### Task brief
Scan the data below for lines holding the word "Dorfstraße", and copy each line found.

### Material to process

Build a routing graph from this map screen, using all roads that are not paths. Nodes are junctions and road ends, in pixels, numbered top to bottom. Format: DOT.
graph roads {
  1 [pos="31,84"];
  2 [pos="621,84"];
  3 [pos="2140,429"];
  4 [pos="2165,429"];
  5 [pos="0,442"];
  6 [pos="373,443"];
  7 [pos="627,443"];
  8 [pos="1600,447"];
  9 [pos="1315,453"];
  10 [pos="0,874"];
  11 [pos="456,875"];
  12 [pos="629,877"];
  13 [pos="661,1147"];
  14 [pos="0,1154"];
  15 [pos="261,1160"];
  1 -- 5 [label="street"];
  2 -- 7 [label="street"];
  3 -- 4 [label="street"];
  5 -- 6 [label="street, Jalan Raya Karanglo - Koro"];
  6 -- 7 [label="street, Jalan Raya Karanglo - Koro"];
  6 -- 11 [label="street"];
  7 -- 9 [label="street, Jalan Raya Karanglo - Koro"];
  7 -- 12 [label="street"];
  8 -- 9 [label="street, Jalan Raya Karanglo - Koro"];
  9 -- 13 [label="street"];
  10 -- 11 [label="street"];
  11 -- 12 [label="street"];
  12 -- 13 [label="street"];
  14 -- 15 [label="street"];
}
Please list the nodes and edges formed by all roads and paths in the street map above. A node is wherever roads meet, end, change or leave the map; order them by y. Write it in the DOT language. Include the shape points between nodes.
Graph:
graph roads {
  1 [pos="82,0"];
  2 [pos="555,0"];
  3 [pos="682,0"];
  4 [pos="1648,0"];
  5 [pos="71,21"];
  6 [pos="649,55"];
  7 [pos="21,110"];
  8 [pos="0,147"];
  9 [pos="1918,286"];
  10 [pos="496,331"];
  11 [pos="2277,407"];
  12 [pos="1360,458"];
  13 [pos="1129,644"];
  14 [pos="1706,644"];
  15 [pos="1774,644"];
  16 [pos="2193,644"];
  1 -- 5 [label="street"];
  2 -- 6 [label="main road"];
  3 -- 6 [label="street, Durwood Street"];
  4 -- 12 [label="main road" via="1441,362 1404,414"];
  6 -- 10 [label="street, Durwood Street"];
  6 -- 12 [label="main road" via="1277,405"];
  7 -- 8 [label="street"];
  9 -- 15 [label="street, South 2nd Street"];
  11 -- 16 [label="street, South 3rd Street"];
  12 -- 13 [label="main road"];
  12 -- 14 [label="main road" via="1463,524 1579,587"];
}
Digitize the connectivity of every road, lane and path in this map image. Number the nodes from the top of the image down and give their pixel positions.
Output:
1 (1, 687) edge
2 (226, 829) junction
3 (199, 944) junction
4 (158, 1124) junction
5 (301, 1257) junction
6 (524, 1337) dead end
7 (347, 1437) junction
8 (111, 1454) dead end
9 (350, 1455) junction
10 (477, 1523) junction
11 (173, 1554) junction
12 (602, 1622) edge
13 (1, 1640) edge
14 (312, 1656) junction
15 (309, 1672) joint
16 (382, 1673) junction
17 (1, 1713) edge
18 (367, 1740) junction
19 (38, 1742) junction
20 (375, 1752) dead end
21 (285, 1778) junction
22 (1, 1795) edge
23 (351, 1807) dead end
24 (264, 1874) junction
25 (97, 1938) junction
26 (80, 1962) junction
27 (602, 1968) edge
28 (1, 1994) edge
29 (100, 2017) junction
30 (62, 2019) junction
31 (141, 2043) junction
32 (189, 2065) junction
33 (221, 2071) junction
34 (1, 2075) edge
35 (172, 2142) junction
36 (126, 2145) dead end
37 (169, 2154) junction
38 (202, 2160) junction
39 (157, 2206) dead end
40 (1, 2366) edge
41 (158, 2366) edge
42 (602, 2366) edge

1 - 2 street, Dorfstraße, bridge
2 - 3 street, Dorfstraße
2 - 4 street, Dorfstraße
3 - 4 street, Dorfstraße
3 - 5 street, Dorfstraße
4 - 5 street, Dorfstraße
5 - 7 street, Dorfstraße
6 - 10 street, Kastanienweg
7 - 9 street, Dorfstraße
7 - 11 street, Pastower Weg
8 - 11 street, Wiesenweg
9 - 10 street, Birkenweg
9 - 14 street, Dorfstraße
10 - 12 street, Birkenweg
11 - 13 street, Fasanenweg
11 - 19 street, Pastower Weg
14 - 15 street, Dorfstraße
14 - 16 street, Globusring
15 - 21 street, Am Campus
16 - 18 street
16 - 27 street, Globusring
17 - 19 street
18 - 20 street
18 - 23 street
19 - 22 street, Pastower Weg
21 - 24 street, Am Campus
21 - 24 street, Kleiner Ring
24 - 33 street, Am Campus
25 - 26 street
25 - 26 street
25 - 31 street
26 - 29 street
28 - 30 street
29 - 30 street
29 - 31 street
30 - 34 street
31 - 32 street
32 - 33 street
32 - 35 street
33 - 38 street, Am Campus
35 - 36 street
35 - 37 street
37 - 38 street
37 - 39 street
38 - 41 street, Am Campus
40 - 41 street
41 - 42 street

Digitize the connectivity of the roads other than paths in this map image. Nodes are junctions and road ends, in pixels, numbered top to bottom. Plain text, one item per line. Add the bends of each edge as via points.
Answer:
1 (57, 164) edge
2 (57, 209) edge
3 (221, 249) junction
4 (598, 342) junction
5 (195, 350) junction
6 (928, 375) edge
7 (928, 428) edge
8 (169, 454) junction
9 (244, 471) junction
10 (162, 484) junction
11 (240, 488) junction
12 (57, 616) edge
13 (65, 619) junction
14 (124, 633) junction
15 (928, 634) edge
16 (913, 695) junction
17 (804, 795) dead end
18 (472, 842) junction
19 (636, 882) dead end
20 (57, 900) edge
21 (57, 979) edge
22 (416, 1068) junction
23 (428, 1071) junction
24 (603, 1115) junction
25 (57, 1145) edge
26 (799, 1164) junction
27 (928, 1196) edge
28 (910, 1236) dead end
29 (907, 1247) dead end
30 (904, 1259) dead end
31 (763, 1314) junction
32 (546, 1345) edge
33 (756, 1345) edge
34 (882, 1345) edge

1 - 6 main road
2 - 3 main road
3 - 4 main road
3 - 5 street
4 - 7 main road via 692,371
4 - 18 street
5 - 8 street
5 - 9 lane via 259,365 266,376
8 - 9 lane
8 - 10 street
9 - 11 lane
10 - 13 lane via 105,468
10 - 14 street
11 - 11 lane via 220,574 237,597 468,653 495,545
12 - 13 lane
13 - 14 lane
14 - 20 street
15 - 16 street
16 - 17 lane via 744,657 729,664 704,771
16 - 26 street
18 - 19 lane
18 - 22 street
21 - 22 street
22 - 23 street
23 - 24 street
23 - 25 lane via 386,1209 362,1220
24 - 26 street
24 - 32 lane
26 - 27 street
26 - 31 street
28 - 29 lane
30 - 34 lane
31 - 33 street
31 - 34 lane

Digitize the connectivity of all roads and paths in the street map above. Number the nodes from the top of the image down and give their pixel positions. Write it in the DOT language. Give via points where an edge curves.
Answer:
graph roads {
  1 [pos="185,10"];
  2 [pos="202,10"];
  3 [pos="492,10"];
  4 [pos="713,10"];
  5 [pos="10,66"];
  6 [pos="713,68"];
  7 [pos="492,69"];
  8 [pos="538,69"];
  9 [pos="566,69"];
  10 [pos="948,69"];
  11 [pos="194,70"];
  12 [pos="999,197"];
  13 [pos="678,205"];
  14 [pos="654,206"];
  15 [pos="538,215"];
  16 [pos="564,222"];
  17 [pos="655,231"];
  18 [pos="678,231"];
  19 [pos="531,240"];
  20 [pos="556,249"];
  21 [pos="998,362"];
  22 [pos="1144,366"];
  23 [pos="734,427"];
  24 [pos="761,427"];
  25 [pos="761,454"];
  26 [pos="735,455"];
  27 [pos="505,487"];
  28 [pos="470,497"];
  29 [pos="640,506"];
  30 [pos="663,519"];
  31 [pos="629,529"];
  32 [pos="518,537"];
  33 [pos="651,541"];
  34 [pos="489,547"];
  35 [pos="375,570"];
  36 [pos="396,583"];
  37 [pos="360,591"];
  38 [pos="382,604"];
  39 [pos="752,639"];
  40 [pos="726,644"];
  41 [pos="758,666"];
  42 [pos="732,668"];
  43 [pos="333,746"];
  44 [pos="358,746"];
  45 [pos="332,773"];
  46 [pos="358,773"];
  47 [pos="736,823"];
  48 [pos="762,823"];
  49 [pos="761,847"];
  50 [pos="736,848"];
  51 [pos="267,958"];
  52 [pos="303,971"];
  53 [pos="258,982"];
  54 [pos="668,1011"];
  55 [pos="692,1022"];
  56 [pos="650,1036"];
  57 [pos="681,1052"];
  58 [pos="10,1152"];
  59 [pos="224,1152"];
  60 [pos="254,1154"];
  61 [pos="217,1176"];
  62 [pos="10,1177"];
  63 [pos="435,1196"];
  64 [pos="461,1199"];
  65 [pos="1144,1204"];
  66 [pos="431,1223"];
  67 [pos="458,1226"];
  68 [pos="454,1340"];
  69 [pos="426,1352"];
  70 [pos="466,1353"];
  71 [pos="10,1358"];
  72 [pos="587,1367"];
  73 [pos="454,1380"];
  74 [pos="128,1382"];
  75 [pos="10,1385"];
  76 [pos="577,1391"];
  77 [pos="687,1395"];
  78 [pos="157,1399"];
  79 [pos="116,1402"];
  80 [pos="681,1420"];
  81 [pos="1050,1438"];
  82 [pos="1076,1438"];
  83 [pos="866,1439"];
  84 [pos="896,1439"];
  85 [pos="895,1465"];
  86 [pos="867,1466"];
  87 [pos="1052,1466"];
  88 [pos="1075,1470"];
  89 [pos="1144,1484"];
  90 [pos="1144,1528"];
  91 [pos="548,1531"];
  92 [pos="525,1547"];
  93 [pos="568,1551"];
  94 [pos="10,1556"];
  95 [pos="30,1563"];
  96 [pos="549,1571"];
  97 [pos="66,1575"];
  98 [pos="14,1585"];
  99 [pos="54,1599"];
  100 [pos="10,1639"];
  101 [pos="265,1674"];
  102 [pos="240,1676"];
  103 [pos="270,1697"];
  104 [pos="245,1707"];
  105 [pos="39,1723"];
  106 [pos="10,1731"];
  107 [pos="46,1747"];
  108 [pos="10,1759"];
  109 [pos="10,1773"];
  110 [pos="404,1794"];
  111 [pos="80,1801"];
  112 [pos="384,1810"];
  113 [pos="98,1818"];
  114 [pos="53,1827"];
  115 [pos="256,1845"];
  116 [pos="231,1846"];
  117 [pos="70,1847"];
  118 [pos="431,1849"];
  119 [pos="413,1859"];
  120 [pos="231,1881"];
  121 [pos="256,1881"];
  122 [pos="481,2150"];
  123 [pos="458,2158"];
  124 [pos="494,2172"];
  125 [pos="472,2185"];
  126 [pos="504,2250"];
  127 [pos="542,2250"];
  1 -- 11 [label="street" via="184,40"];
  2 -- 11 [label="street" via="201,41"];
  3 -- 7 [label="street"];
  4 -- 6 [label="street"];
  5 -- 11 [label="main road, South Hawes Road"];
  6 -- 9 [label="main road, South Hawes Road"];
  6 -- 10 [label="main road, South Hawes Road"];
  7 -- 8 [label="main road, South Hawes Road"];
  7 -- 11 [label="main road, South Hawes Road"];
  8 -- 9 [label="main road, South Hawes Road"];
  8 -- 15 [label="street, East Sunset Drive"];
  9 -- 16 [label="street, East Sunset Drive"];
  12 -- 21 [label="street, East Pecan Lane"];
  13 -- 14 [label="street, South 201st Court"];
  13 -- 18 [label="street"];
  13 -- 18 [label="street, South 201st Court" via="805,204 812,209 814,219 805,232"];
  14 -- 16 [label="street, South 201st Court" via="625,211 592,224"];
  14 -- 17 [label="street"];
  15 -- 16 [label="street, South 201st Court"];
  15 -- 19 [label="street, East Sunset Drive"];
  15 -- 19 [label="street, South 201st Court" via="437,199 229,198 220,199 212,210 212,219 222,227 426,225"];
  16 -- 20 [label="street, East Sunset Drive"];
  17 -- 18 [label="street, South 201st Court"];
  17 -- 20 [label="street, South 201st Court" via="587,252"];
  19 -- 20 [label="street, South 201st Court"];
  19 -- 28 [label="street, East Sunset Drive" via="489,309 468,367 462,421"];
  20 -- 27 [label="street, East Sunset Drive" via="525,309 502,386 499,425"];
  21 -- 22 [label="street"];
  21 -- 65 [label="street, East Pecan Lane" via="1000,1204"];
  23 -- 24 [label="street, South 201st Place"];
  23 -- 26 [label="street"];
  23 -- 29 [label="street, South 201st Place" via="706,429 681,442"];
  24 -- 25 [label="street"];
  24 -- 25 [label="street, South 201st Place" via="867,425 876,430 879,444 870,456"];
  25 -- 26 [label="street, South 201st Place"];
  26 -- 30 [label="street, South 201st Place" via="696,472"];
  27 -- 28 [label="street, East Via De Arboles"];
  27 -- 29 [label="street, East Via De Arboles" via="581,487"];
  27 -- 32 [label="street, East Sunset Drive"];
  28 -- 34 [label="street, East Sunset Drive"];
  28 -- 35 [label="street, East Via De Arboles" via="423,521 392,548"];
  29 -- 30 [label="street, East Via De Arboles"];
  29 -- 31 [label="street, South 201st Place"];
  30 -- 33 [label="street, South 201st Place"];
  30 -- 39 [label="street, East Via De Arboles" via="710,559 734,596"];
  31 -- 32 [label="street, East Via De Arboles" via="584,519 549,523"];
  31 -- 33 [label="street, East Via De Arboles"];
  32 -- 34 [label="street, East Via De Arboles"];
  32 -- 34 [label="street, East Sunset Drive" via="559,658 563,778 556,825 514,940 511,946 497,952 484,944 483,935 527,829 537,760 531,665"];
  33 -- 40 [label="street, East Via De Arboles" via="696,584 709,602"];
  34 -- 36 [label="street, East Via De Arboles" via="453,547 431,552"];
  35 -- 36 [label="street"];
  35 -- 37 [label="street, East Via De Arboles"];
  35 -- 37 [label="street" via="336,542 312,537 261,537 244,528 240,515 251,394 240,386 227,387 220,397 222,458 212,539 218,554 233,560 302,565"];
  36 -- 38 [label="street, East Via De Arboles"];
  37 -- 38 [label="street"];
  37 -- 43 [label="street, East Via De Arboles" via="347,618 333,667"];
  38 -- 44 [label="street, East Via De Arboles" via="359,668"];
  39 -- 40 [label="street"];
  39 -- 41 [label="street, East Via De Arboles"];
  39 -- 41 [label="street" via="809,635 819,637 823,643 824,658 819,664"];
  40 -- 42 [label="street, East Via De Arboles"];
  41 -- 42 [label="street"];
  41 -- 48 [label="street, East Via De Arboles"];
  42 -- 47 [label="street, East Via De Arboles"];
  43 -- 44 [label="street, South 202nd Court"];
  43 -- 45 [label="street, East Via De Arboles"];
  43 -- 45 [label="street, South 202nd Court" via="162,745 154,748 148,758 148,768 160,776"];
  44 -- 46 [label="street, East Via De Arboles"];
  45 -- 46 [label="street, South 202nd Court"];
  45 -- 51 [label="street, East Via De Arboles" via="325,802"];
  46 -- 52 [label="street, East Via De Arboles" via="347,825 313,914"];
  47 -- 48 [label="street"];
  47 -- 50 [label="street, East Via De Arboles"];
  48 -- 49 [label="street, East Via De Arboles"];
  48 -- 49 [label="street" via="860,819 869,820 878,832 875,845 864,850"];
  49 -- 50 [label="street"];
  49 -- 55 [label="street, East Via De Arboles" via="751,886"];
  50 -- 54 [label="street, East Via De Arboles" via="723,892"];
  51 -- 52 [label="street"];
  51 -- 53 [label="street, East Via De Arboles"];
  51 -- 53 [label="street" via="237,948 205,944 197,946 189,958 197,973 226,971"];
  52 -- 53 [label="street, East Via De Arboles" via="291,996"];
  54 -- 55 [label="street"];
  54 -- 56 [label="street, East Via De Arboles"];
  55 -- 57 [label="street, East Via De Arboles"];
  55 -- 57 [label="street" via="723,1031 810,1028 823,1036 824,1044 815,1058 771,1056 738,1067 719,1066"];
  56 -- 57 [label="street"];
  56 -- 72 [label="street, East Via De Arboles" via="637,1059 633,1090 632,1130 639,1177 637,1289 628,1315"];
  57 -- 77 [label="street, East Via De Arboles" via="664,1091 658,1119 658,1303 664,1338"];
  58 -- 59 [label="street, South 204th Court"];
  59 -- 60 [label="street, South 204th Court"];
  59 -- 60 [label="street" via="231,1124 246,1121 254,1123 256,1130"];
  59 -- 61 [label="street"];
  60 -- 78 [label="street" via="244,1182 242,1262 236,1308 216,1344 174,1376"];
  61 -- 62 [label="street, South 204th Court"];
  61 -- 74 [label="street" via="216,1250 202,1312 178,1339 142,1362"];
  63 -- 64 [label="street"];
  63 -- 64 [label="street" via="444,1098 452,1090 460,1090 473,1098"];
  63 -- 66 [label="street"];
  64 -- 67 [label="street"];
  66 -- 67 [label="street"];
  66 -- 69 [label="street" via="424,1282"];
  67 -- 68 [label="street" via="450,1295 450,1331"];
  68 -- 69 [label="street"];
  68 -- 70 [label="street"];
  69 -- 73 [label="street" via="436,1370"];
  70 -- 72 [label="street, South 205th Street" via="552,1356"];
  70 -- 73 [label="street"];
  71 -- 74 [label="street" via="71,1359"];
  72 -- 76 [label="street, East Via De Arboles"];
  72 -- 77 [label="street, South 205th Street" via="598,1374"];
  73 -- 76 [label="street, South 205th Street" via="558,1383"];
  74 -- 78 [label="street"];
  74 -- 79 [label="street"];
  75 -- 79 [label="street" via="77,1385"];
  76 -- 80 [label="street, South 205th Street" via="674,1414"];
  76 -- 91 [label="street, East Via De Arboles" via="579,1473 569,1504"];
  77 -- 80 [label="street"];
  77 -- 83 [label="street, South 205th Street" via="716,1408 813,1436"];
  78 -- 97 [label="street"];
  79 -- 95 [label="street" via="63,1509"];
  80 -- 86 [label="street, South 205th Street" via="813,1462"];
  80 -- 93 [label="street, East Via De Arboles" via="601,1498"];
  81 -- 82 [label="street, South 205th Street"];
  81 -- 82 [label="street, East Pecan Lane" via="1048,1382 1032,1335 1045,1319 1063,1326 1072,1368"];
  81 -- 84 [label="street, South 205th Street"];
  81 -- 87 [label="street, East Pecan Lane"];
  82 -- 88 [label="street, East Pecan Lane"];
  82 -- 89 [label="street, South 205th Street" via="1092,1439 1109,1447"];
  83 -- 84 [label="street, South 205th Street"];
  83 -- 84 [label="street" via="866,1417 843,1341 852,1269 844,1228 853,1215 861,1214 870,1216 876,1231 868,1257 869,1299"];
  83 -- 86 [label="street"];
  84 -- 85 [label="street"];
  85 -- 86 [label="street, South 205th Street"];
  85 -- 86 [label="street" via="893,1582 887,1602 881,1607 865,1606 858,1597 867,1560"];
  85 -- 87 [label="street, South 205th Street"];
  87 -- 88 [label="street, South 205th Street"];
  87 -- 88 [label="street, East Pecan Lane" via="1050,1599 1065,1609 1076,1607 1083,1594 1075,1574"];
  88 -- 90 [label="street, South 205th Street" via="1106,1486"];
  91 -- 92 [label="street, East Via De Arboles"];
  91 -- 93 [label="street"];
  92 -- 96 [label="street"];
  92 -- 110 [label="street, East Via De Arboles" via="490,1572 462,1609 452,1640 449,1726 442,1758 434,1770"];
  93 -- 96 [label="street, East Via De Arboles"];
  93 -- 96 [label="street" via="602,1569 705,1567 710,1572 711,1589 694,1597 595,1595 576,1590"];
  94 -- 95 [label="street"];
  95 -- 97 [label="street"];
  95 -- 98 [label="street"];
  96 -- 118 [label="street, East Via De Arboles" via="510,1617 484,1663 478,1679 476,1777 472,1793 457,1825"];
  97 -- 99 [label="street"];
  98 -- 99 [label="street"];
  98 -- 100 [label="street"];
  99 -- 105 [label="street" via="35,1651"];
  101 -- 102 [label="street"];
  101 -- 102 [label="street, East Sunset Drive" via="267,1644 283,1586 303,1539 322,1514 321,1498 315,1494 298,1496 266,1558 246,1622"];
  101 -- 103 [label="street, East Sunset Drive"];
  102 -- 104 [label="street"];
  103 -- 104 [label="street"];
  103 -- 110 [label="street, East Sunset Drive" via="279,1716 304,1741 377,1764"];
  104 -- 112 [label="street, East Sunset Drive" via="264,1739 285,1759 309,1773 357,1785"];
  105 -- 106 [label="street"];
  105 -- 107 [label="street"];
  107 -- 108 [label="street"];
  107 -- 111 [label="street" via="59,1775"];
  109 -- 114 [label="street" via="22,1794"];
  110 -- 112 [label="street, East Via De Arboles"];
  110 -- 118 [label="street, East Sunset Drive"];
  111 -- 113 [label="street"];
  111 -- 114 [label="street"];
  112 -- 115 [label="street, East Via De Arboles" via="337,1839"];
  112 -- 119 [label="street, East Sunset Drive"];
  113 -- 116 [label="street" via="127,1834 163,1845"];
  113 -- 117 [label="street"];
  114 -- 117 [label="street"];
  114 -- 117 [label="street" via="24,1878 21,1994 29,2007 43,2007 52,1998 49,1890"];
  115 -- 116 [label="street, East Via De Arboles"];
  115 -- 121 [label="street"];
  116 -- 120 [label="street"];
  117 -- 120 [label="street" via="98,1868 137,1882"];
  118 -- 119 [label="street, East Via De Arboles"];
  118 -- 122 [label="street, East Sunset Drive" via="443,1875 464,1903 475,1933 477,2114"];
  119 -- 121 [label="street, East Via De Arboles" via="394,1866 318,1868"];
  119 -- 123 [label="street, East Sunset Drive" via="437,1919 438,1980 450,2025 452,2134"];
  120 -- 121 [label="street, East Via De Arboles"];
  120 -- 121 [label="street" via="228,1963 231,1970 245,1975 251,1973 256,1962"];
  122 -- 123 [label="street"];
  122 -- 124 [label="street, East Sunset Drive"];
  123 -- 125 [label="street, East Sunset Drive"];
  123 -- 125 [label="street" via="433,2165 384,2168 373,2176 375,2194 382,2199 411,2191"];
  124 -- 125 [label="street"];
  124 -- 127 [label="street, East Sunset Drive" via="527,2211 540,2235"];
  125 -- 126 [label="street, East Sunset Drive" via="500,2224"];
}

### Problem solution
1 - 2 street, Dorfstraße, bridge
2 - 3 street, Dorfstraße
2 - 4 street, Dorfstraße
3 - 4 street, Dorfstraße
3 - 5 street, Dorfstraße
4 - 5 street, Dorfstraße
5 - 7 street, Dorfstraße
7 - 9 street, Dorfstraße
9 - 14 street, Dorfstraße
14 - 15 street, Dorfstraße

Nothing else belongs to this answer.